It says something that our favorite rap albums this year
came from veterans. Dälek are the new
jacks here, showing up in 1998. Wu-Tang
Clan, Devin the Dude and Pharoahe Monch have been representing since the early
nineties, and Sean Price made a run of it with Heltah Skeltah in the middle of
that decade (which he talks about brilliantly on Jesus Price Supastar’s “Mess
You Made.”) So why, among all these
hip-hop lifers, does Jay-Z still feel like an elder statesman?

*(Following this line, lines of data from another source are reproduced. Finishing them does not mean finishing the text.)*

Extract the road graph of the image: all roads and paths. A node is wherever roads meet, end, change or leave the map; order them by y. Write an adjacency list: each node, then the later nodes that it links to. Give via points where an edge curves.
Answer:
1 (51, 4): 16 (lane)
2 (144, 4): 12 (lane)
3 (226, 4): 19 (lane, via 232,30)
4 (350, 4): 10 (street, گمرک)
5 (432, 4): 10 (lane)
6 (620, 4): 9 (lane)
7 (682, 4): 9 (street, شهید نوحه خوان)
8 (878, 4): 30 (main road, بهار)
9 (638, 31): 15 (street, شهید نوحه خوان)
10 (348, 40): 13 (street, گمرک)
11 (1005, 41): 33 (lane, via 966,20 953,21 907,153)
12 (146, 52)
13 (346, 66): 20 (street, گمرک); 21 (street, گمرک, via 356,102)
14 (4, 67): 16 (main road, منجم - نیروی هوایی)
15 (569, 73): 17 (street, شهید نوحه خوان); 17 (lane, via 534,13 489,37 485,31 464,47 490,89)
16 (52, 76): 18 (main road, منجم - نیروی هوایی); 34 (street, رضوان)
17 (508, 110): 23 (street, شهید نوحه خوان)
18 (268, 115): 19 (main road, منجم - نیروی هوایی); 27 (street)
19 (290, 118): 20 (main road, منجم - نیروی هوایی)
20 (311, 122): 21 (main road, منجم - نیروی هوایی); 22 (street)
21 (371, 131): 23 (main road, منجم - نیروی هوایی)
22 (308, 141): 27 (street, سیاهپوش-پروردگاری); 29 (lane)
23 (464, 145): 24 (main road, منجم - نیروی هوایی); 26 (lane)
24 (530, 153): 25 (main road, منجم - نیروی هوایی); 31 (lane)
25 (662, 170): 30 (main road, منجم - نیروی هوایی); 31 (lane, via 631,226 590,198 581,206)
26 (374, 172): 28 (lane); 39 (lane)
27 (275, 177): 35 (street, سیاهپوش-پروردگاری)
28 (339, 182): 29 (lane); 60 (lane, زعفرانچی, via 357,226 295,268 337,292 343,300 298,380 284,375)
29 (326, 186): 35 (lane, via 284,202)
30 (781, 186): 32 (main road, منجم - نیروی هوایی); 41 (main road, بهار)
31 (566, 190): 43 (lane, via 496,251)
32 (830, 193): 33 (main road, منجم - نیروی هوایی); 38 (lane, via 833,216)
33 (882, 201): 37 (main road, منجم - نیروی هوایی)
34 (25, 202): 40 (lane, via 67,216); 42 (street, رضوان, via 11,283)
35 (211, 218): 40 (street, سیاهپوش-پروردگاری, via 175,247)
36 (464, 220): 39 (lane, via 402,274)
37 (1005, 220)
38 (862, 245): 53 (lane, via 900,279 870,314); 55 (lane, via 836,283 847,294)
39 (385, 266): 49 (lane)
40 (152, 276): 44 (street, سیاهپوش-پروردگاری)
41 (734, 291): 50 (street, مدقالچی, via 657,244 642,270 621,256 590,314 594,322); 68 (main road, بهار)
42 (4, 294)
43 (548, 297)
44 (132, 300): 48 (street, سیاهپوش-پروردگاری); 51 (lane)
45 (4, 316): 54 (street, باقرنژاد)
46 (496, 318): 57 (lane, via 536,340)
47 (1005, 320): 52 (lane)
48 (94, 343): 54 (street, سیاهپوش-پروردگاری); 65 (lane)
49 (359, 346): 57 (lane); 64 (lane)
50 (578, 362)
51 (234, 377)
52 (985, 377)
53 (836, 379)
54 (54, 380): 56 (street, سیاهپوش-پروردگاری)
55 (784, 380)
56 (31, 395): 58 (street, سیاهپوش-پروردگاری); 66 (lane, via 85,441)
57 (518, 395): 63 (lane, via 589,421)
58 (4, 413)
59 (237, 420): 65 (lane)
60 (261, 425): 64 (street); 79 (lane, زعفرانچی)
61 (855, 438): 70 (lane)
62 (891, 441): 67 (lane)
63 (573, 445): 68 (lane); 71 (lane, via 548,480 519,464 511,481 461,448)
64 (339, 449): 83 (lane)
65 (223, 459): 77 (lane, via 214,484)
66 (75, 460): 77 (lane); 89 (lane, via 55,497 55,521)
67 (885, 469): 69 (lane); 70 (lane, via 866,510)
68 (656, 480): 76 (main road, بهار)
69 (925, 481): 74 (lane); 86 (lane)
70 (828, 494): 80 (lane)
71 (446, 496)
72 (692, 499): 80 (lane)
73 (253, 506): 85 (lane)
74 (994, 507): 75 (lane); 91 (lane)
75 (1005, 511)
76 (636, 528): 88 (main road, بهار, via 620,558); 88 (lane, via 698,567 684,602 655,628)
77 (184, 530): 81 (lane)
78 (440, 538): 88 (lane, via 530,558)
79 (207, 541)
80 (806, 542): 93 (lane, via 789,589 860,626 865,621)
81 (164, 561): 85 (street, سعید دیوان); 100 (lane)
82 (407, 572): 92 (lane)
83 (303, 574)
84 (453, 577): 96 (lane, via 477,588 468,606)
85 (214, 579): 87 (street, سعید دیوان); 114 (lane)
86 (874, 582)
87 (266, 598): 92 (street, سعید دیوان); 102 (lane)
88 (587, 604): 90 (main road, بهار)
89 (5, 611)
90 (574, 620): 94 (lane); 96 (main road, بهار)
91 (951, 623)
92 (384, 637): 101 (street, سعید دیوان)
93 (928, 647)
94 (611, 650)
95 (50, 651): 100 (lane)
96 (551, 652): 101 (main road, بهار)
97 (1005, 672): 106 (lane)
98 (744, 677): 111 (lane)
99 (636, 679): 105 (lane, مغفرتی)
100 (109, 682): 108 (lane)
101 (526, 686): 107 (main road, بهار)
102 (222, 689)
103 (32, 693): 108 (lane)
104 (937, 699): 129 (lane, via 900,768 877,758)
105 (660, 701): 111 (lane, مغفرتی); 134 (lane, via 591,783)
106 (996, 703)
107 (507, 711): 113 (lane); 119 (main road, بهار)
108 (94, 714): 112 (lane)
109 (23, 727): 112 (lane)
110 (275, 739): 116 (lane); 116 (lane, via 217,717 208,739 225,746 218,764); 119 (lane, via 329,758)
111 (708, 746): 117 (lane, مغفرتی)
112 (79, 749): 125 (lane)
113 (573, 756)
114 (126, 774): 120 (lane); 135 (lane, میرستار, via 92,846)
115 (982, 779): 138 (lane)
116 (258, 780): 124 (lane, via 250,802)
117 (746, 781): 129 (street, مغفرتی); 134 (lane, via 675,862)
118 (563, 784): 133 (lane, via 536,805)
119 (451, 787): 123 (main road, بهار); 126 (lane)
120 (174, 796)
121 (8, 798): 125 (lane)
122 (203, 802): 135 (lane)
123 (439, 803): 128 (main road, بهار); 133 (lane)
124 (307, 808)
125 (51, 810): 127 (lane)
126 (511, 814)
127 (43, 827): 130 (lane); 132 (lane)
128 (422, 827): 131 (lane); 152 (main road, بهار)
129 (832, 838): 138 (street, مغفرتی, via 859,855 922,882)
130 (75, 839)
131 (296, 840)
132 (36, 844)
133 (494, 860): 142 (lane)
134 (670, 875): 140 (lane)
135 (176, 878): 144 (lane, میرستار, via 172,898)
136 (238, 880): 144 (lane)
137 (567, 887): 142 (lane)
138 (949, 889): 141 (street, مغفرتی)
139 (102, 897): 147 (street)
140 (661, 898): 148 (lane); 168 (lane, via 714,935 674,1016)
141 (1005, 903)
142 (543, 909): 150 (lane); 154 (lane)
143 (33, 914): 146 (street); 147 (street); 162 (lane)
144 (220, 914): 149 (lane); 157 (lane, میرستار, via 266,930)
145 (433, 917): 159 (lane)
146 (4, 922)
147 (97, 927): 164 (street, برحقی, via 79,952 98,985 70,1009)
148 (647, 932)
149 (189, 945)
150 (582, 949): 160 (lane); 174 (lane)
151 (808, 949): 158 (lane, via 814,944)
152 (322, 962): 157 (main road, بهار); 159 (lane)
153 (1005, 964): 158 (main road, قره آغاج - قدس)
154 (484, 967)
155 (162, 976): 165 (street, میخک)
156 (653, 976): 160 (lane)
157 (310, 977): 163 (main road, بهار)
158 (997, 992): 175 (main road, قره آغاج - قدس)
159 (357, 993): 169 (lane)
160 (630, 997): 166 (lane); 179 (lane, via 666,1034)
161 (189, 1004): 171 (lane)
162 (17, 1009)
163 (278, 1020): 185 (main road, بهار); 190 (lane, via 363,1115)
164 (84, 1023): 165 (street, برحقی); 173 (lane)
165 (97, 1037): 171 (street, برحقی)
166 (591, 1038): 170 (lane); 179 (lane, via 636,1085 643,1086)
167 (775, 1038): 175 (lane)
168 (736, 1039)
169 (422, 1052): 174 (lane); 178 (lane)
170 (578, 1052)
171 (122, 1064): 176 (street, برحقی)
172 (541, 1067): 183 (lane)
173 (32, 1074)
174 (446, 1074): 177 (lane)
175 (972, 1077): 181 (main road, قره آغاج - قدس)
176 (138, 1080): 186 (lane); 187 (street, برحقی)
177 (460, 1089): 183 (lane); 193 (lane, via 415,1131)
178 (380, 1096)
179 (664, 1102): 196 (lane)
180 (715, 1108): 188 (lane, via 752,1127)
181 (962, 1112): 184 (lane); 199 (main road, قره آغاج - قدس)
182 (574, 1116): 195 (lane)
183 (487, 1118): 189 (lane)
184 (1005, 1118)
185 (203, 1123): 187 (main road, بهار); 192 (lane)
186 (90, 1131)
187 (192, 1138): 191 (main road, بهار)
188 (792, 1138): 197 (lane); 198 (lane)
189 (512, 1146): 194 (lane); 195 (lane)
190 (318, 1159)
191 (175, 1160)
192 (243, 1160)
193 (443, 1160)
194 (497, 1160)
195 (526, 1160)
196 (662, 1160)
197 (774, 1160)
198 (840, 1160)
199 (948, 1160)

Jay-Z’s retirement from rap, after The Black Album, may be easy to mock, and his subsequent comeback may have been totally predictable, but something incredibly important happened in his absence: He got comfortable. When he resurfaced in 2006 with Kingdom Come, he displayed an emotional maturity missing from his earlier work. The Blueprint, for example, while airtight in its production, lyrically screams insecurity—from Jay’s beef with Nas and Mobb Deep, to his assertion that he’ll “Never Change.” Kingdom Come was both underrated and exactly the failure it was said to be, but it was also the first time Jay-Z’s whole self showed up on record; the first time his rap persona became a three-dimensional character; the first time he asked questions rather than making assertions. As Rob Harvilla said in the Village Voice, Jay-Z made good on The Black Album’s threat to rhyme like Common Sense. One of the few times he acknowledges Kingdom Come on American Gangster, he antagonizes us. On “Ignorant Shit,” he says, “I make some thought-provoking shit, y’all question whether he fallen off,” and it’s the perfect description of that misstep. That album provoked thought by honestly depicting the emotional life of the rapper/CEO. But it was still shit.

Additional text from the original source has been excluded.